By JC Stoner

In Fall 2002 I was enrolled in Computation and Experimentation in Physics, a three-credit science class at Kansas State University. It was a wild course full of impractical, but actually quite practical, projects and labs with a lot of math. For example, for one assignment we used Excel to create a table with the X-Y coordinates of two objects, their masses, the gravitational force between them, and starting velocities (among other things) that then calculated the objects’ placement relative to each other over time. For hundreds of thousands of rows… Once we finally graphed the table, the instructor said, “you just plotted the Earth and an asteroid’s trajectory over time. Now spend the next 30 minutes experimenting with the starting distances and velocities and masses and try and ‘catch’ the asteroid in Earth’s orbit.” Nobody ever caught an asteroid. I think I got to six complete orbits before the asteroid still got flung off outside my graph.

That assignment was my first introduction to the sheer power of Excel’s; particularly its ability to run recursive formulas and rolling calculations. Over my career I’ve thought about that assignment frequently as I continued to advance my Excel abilities and formula usage when building budgets, compiled assessment and programming data, and sometimes just for fun when making spreadsheets more complex than necessary. 

But the assignment that really stuck with me started off with an even stranger prompt.

“How many molecules are in the width of a car tire?”
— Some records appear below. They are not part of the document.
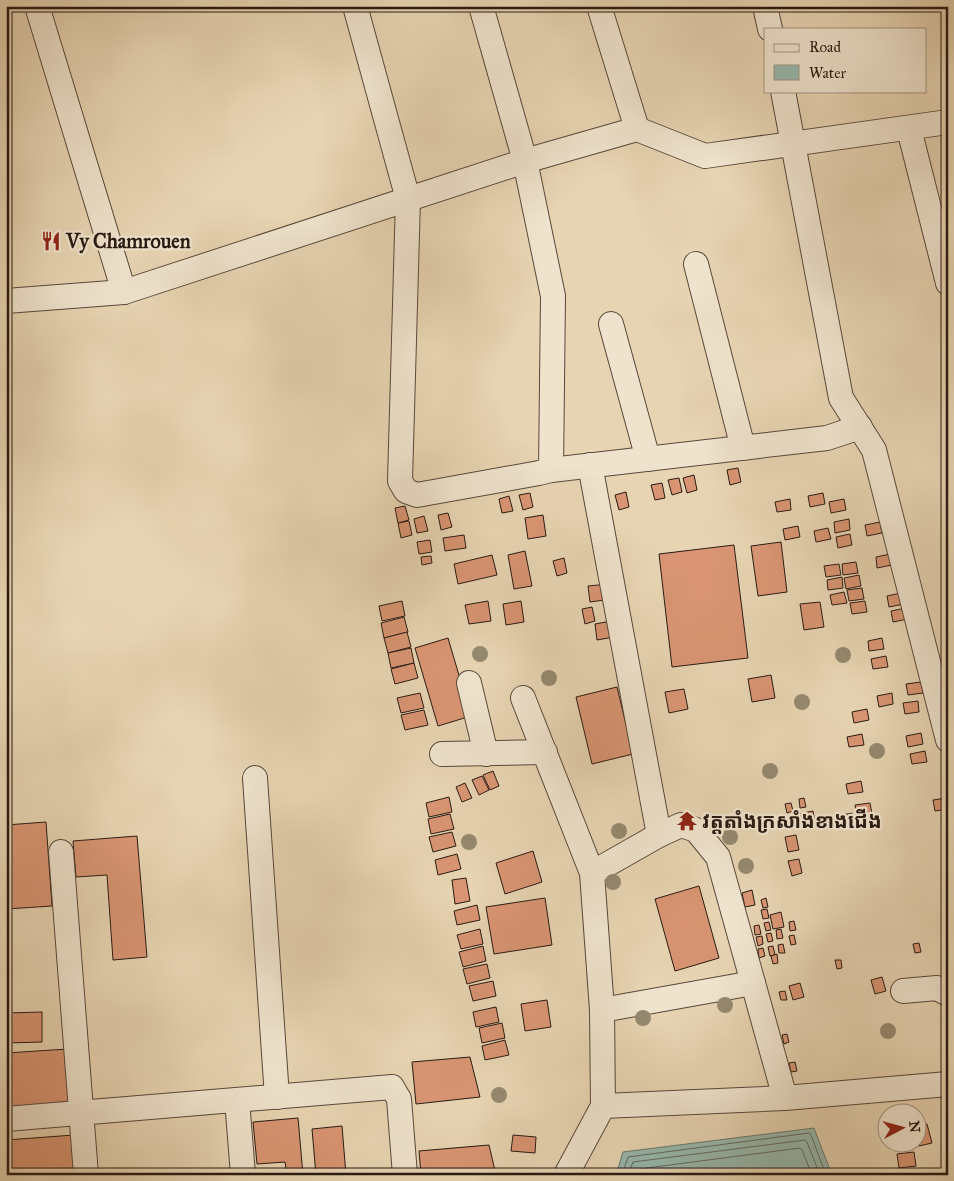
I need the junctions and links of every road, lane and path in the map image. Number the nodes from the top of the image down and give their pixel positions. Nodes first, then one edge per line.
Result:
1 (37, 6) edge
2 (355, 6) edge
3 (481, 6) edge
4 (599, 6) edge
5 (765, 6) edge
6 (770, 28) edge
7 (783, 92) edge
8 (948, 122) edge
9 (637, 129) junction
10 (909, 129) junction
11 (793, 143) junction
12 (525, 161) junction
13 (408, 199) junction
14 (696, 264) dead end
15 (948, 283) edge
16 (124, 292) junction
17 (6, 301) edge
18 (611, 324) dead end
19 (860, 427) junction
20 (744, 448) junction
21 (648, 459) junction
22 (590, 465) junction
23 (551, 470) junction
24 (469, 683) dead end
25 (523, 698) dead end
26 (948, 740) edge
27 (545, 752) junction
28 (442, 754) dead end
29 (486, 754) junction
30 (255, 778) dead end
31 (659, 835) junction
32 (61, 852) dead end
33 (592, 873) junction
34 (753, 983) junction
35 (903, 991) dead end
36 (948, 994) edge
37 (602, 1010) junction
38 (948, 1084) edge
39 (276, 1097) junction
40 (785, 1098) junction
41 (237, 1100) junction
42 (603, 1106) junction
43 (80, 1112) junction
44 (6, 1119) edge
45 (86, 1175) edge
46 (243, 1175) edge
47 (405, 1175) edge
48 (566, 1175) edge

1 - 16 street
2 - 13 street
3 - 12 street
4 - 9 street
5 - 6 street
7 - 11 street
8 - 10 street
9 - 11 street
9 - 12 street
10 - 11 street
10 - 15 street
11 - 19 street
12 - 13 street
12 - 23 street
13 - 16 street
13 - 23 street
14 - 20 street
16 - 17 street
18 - 21 street
19 - 20 street
19 - 26 street
20 - 21 street
21 - 22 street
22 - 23 street
22 - 31 street
24 - 29 street
25 - 27 street
27 - 29 street
27 - 33 street
28 - 29 street
30 - 39 street
31 - 33 street
31 - 34 street
32 - 43 street
33 - 37 street
34 - 37 street
34 - 40 street
35 - 36 street
37 - 42 street
38 - 40 street
39 - 41 street
39 - 47 street
40 - 42 street
41 - 43 street
41 - 46 street
42 - 48 street
43 - 44 street
43 - 45 street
Everyone in the class looked at each other like we didn’t expect those words to come out of anyone’s mouth that day. But we had the assignment and we “understood” the assignment. We all worked independently and came up with our numbers. The instructor told us to write all our individual answers on the board.

As each person wrote their answer on the board, the class collectively chuckled. All of our responses appeared to be so wildly different it was almost hysterical. I’m talking numbers ranging from 250M to 750M, if I remember correctly.

The instructor responded: “Nice job. Believe it or not, you are all correct.” 

He continued by explaining that the exact number itself didn’t matter. The order of magnitude is what mattered. 

As it turns out, being off by several hundreds of millions is inconsequential when looking at a scale of billions or even tens of billions. At any scale, differences within the same order of magnitude matters far less than differences across orders of magnitude. There is no meaningful difference between 26 and 78, provided there is also something in a different order of magnitude (i.e., 3 or 470). In other words, even wildly different estimates can still be “correct” if they fall within the same order of magnitude.

I think about this every day. Not the car tire. The lesson on magnitude and scale.

• A $100 RA program is insignificant within a $45M operational budget. But a $100 RA program means something on a $500 hall programming budget. One is 0.0002% and the other is 20%.

• In my first full-time job I had a campus-wide maximum occupancy of 400 beds. Missing my occupancy projections by 1 resident had a substantially bigger budgetary impact there than if I miss my current occupancy projections by 1 out of 6500, even with the same room rate at both campuses. 

• Replacing one closet door in a dorm room isn’t a big deal (~$300). But adding 1000 closet doors in a new build adds up quickly ($300K, or 3 orders of magnitude more). But then again, on a $150M new build project budget, it’s still only about 0.2% of the total cost.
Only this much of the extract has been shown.